Médias sociaux, estime de soi et troubles alimentaires chez les adolescents
Une nouvelle étude menée par Patricia J. Conrod, professeure au Département de psychiatrie et d’addictologie de l’Université de Montréal et chercheuse au Centre de recherche du CHU Sainte-Justine, montre qu’une augmentation de l’usage des médias sociaux est associée à une baisse de l’estime de soi et à un accroissement des symptômes liés aux troubles alimentaires chez les adolescents. Il s’agit d’une situation préoccupante, puisqu’elle survient durant une période cruciale du développement des jeunes et qu’elle perdure. L'étude a été publiée dans le journal Psychology & Health.
Au-delà de l’écran utilisé: les médias sociaux
On savait déjà que le temps passé devant un écran et une faible estime de soi contribuent à l’apparition des symptômes associés aux troubles alimentaires chez les enfants. Mais il n’existait pas d’étude qui tienne compte de l’utilisation des différents types d’écran (télévision, médias sociaux, jeux vidéos) et de ses conséquences dans le temps.

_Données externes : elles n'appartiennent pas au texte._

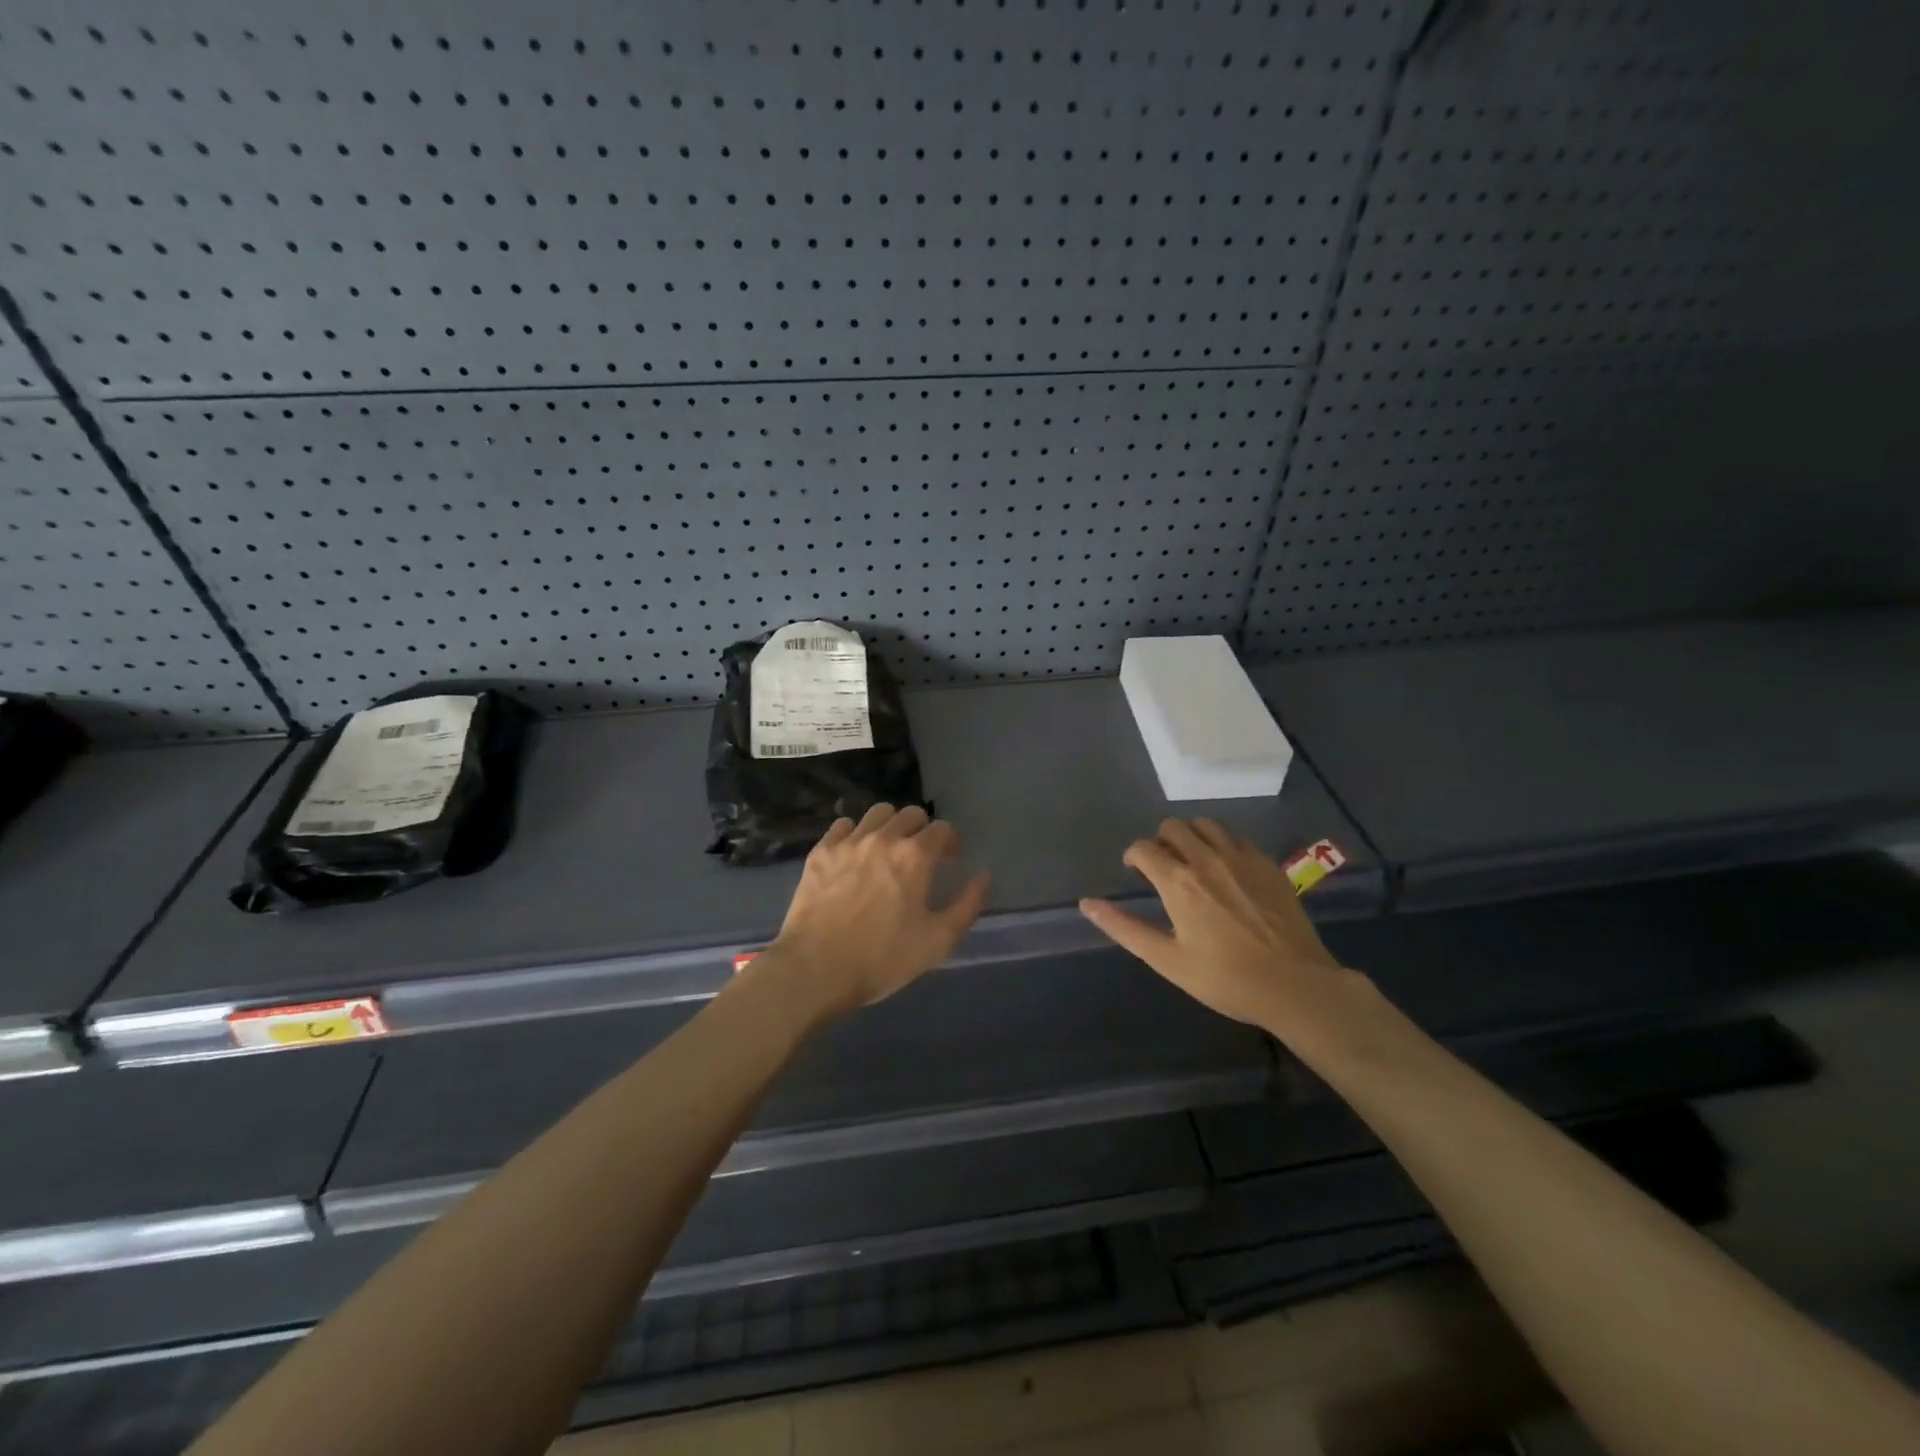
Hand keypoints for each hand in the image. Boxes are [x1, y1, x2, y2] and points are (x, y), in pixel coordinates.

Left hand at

Cette étude de Patricia J. Conrod et de ses collègues confirme que ceux et celles rivés à leur écran sont les plus susceptibles d’avoir une faible estime d’eux-mêmes, et ce, dès la première année d’utilisation. Et cet effet est particulièrement marqué chez les utilisateurs de médias sociaux, dont la diminution de l’estime de soi perdure et mène à une augmentation significative des symptômes associés aux troubles alimentaires deux ans plus tard.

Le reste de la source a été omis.